It occurs sporadically throughout Britain, mainly in broad-leaved or mixed woodland habitats, but also in hedgerows. The key habitat requirement is the presence of wych elm. Other macro-moths in the 'elm-feeding group' (i.e. moths whose caterpillars only feed on elm, as opposed to species which include elm in their diet alongside other trees) are the clouded magpie, the dusky-lemon sallow, and the lesser-spotted and white-spotted pinions – but whereas all of these species can feed on other species of elm (and some prefer other elms in fact), Blomer's rivulet appears to feed on wych elm only.

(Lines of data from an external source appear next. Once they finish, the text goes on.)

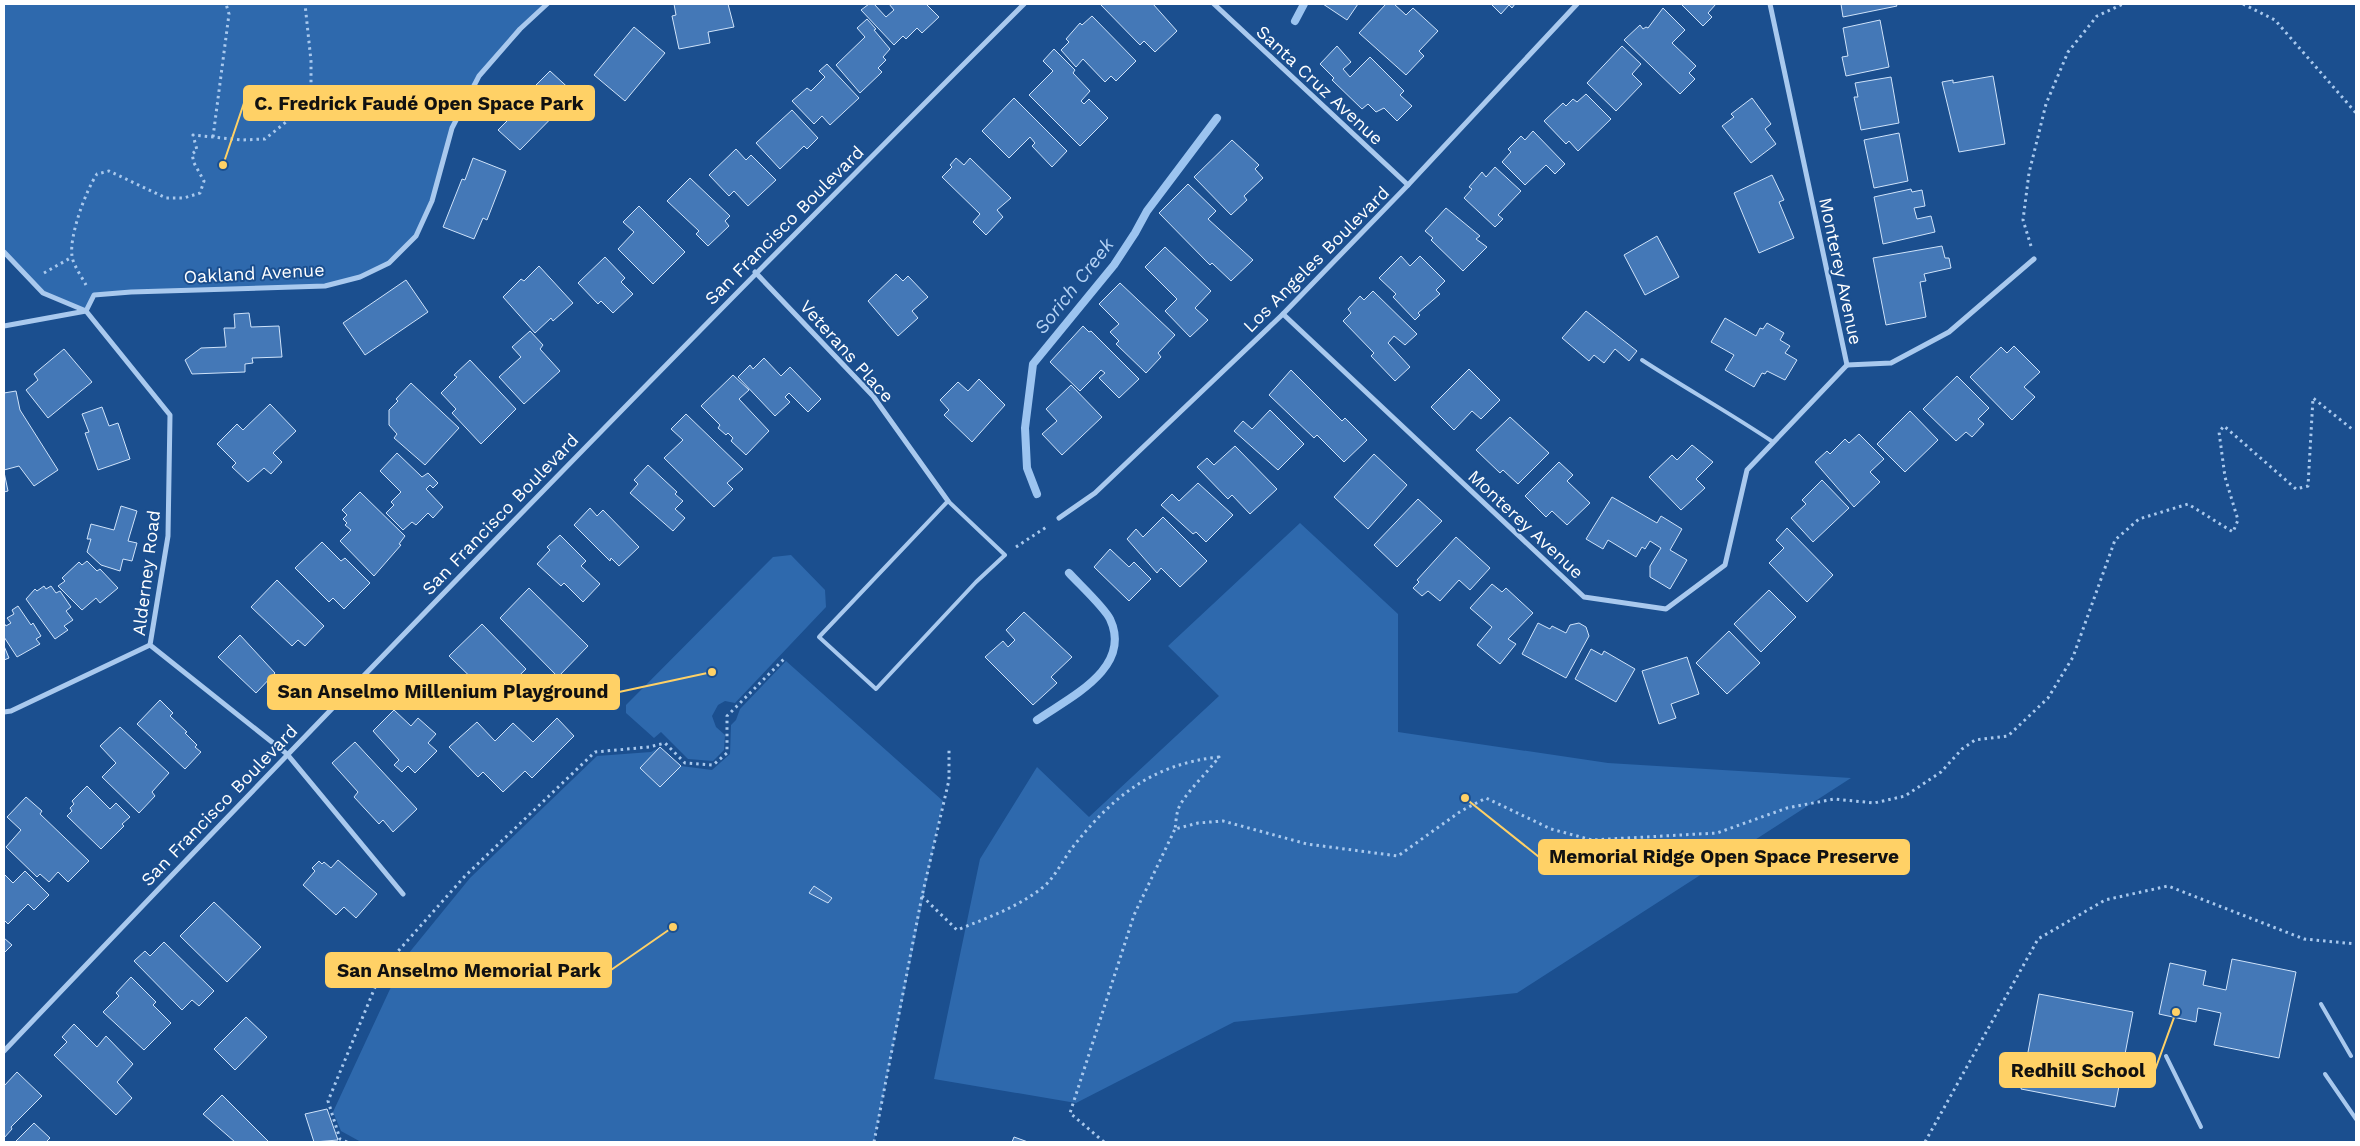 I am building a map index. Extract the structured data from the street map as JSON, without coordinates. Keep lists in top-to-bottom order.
{
  "streets": {
    "street": [
      "Santa Cruz Avenue",
      "San Francisco Boulevard",
      "Los Angeles Boulevard",
      "Monterey Avenue",
      "Oakland Avenue",
      "Veterans Place",
      "Alderney Road"
    ]
  },
  "crossings": [
    ["Santa Cruz Avenue", "Los Angeles Boulevard"],
    ["San Francisco Boulevard", "Veterans Place"],
    ["San Francisco Boulevard", "Alderney Road"],
    ["Los Angeles Boulevard", "Monterey Avenue"]
  ],
  "water": ["Sorich Creek"],
  "places": [
    "C. Fredrick Faudé Open Space Park",
    "San Anselmo Millenium Playground",
    "Memorial Ridge Open Space Preserve",
    "San Anselmo Memorial Park",
    "Redhill School"
  ]
}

The distribution of Blomer's rivulet matches that of calcareous rocks, mainly in wetter parts of the country. The species' British distribution covers two main areas – it occurs from Devon through Somerset, Wiltshire and Bristol to South Wales and the south-west Midlands, and then again from Derbyshire and Nottinghamshire through Yorkshire to County Durham. The species is also found in the Chilterns, North Wales, Lincolnshire and Cumbria. However, despite having quite a wide geographical spread, the moth is afforded a status of Nationally Scarce (found in between 16 and 100 of Britain's 10 km squares). In Britain, the moth has a single generation per year – adults are on the wing from late May through to early July.

==Etymology==
The species is named after Charles Blomer, who was born in 1778 or 1779 and died in 1835, and studied insects (principally in Southwest England and South Wales) during the 1820s and 1830s. He discovered the species in Britain (at Castle Eden Dene in County Durham) during this time and it was named after him in 1832.

==Subspecies==
- Venusia blomeri blomeri (most of Europe, across Estonia, Latvia, Lithuania and Russia to Japan, northern and eastern China, North America)
- Venusia blomeri euchloe Bryk, 1949 (Korea)
- Venusia blomeri szechuanensis Wehrli, 1931 (south-western China)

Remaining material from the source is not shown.